Salesforce has announced that it’s cutting some 10% of its workforce, impacting more than 7,000 employees, while it will also shutter offices in “certain markets.”
In a letter to employees and a corresponding filing with the Securities and Exchange Commission (SEC), Salesforce CEO Marc Benioff referenced the “challenging” environment in which it’s operating, pointing to the “more measured approach” its customers are making with their purchasing decisions.
Similar to other companies hit by significant layoffs over the past year, Benioff added that Salesforce had hired too many people through the pandemic during the boom times. For context, the company claimed 79,000 employees last February, a 30% increase on 2020.
“I’ve been thinking a lot about how we came to this moment,” Benioff wrote. “As our revenue accelerated through the pandemic, we hired too many people leading into this economic downturn we’re now facing, and I take responsibility for that.”
Benioff said that those impacted in the U.S. will receive a “minimum” of almost five months worth of pay, as well as health insurance and “other benefits to help with their transition.” Outside the U.S., Benioff said workers can expect a “similar level of support.”
The news follows just a few months after activist investor Starboard Value acquired a stake in the enterprise software company, with our analysis at the time concluding that Starboard was seeking cost-cutting measures as part of its investment. Certainly, Salesforce revealed an initial round of layoffs in early November affecting “hundreds” of workers, with co-CEO and co-chair Bret Taylor announcing shortly after that he would be stepping down.
With just four days into the new year, there is little sign of the economic headwinds easing, and today’s news follows a slew of major layoffs last year including Facebook parent Meta which laid off 13% of its workforce and Stripe which cut 14%. Already reports abound that Tesla is gearing up for a fresh wave of redundancies in Q1 2023, while Amazon this week secured an $8 billion loan as part of its broader measures to counter the “uncertain macroeconomic environment.”

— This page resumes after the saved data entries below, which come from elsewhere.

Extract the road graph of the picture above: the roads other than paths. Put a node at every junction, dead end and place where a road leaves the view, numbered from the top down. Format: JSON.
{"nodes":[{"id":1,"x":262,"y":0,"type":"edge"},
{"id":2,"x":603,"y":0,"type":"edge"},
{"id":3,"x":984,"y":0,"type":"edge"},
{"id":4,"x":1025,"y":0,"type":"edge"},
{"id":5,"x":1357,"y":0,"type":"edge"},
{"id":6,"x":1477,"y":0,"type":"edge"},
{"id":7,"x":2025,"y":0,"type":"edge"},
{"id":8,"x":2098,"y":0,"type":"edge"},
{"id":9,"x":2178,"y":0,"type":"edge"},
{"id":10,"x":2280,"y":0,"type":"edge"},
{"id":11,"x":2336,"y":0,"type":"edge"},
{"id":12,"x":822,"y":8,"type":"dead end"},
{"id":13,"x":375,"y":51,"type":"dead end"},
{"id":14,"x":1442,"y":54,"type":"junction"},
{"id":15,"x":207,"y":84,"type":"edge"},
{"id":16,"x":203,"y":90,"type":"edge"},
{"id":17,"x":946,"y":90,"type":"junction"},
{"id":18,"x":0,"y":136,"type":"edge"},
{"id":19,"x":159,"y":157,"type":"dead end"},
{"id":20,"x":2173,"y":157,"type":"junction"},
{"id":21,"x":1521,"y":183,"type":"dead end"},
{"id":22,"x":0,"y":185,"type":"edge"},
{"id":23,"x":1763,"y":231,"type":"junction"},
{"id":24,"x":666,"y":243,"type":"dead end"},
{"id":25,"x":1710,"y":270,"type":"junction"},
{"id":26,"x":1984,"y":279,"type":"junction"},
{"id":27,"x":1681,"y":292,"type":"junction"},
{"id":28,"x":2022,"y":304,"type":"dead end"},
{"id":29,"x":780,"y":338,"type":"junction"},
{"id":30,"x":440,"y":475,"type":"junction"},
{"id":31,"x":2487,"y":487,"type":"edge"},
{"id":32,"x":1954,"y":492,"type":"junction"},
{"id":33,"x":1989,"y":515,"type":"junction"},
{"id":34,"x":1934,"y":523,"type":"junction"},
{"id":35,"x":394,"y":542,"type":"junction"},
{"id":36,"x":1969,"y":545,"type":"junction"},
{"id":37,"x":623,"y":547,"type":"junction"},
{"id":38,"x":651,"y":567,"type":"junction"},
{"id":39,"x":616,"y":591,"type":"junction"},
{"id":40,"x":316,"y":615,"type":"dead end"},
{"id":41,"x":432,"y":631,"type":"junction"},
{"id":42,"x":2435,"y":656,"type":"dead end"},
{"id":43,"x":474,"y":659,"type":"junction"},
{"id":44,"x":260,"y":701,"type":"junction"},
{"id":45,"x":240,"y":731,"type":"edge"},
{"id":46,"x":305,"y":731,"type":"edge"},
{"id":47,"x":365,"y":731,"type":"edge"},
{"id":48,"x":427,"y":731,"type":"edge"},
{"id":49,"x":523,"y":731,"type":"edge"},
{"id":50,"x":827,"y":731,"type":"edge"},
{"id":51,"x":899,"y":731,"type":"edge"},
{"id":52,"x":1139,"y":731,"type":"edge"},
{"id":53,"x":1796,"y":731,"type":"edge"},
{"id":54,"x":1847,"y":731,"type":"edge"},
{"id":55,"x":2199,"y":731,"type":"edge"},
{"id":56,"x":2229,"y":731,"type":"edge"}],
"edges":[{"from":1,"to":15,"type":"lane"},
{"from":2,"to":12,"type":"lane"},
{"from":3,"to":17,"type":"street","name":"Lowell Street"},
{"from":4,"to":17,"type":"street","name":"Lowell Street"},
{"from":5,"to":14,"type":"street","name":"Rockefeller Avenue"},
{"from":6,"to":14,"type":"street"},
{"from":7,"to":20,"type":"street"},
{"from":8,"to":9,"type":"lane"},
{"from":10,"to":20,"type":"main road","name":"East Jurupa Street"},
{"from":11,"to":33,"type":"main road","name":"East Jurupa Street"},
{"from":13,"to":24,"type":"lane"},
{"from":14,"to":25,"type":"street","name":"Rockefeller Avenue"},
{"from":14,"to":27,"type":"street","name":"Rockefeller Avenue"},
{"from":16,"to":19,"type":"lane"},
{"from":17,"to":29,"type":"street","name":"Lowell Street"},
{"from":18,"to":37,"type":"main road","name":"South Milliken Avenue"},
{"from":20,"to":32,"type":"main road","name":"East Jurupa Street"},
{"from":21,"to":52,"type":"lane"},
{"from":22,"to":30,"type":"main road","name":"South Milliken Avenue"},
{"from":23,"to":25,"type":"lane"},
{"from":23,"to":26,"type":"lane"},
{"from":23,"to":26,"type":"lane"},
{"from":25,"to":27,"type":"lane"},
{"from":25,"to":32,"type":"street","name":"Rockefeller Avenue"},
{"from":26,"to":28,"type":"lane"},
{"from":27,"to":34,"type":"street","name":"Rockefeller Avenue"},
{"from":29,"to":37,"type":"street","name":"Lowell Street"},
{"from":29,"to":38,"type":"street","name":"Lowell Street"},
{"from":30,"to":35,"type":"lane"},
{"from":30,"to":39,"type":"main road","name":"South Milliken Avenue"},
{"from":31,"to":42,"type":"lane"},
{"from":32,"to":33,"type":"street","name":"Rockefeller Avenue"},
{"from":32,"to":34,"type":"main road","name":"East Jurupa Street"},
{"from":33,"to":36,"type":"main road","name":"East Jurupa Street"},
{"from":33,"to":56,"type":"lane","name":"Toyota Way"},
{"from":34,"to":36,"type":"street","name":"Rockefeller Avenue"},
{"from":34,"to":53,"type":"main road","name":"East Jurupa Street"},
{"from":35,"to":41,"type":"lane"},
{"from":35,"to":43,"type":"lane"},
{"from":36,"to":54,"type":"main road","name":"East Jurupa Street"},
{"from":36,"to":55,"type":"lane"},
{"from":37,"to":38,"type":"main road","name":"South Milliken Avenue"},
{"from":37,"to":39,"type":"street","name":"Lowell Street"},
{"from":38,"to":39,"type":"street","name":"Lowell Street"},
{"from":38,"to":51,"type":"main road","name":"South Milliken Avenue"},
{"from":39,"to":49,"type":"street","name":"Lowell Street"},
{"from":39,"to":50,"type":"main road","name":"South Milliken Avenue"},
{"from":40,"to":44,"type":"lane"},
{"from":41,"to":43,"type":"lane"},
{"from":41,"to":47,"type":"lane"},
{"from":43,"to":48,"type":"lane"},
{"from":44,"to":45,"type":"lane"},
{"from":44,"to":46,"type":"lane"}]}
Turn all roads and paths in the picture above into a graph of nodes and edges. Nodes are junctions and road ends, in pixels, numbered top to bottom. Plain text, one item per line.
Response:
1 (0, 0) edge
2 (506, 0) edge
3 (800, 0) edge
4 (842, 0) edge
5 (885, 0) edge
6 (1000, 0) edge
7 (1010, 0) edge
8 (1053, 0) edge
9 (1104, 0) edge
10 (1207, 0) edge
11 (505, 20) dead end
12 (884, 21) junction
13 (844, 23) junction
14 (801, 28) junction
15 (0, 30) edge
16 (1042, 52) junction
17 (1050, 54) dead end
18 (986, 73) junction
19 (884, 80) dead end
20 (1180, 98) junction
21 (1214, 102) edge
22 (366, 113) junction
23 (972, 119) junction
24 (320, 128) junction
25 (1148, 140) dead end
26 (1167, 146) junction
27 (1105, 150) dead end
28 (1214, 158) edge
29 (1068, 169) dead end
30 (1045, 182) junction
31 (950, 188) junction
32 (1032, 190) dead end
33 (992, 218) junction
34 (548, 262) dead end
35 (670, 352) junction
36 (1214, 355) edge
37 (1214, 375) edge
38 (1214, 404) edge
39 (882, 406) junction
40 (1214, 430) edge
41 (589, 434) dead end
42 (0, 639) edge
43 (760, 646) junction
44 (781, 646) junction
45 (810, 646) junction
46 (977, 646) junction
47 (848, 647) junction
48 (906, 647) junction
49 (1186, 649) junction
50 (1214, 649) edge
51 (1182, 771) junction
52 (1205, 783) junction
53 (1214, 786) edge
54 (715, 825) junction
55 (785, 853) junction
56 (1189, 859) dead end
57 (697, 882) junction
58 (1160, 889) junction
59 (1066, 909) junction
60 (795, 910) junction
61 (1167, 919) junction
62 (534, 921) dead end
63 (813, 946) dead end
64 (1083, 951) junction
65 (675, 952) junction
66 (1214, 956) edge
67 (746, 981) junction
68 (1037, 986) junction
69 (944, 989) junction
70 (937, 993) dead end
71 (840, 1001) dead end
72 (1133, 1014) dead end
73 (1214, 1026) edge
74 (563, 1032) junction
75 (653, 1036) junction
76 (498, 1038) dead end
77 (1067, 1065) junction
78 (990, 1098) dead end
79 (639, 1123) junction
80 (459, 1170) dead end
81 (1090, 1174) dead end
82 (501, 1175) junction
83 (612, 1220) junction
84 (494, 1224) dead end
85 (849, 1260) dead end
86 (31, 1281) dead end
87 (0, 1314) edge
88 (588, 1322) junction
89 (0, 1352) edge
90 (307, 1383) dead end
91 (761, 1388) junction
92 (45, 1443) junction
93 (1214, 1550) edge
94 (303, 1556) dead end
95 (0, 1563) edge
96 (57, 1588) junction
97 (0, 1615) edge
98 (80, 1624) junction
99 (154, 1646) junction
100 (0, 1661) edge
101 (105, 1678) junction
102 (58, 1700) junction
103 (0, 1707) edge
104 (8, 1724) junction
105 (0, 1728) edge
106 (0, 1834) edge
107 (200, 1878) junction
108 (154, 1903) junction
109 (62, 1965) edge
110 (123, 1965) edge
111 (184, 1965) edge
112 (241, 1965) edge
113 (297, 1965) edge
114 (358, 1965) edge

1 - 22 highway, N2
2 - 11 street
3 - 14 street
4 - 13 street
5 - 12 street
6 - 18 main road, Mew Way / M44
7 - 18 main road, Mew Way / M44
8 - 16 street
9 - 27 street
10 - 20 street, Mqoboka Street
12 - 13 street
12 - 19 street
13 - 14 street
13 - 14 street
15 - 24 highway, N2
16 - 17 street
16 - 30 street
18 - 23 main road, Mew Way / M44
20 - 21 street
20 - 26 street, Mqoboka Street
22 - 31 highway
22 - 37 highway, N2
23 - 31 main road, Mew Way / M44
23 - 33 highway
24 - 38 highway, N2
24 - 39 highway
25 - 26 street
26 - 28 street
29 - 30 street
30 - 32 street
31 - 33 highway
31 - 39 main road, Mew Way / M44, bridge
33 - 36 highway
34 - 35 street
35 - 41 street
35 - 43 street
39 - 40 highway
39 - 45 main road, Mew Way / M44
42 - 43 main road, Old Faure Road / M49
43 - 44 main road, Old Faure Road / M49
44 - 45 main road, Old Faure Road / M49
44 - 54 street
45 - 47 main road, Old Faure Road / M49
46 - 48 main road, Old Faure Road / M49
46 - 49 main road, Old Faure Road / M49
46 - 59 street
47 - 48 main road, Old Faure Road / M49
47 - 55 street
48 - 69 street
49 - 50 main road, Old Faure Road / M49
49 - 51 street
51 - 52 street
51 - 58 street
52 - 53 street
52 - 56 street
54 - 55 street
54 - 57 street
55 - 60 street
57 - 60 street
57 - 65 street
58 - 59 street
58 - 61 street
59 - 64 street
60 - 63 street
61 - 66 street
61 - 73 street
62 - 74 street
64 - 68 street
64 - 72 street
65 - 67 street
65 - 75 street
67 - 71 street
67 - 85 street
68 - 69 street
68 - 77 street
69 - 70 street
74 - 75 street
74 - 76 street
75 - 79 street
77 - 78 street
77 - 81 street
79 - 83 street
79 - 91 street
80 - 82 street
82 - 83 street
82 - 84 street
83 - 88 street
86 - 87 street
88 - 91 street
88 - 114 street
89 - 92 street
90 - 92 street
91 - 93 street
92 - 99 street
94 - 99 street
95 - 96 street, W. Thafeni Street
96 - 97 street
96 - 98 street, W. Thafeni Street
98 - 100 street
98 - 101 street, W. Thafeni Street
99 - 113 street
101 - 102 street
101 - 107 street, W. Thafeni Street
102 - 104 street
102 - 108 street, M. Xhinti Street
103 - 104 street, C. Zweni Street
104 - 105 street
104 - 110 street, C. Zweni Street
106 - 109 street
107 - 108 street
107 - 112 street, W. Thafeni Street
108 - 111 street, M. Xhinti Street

As with just about every other tech company, Salesforce has been facing significant headwinds too. After hitting an all-time valuation peak of more than $300 billion in late 2021, Salesforce’s market cap has experienced something of a “correction” in the intervening months, now sitting at around $134 billion — roughly where it was at three years ago. The company also refused to provide a revenue forecast for 2023 at its most recent earnings report last year.
Salesforce said that the restructuring effort will cost it between $1.4 billion and $2.1 billion, which it expects to incur in Q4 of fiscal 2023.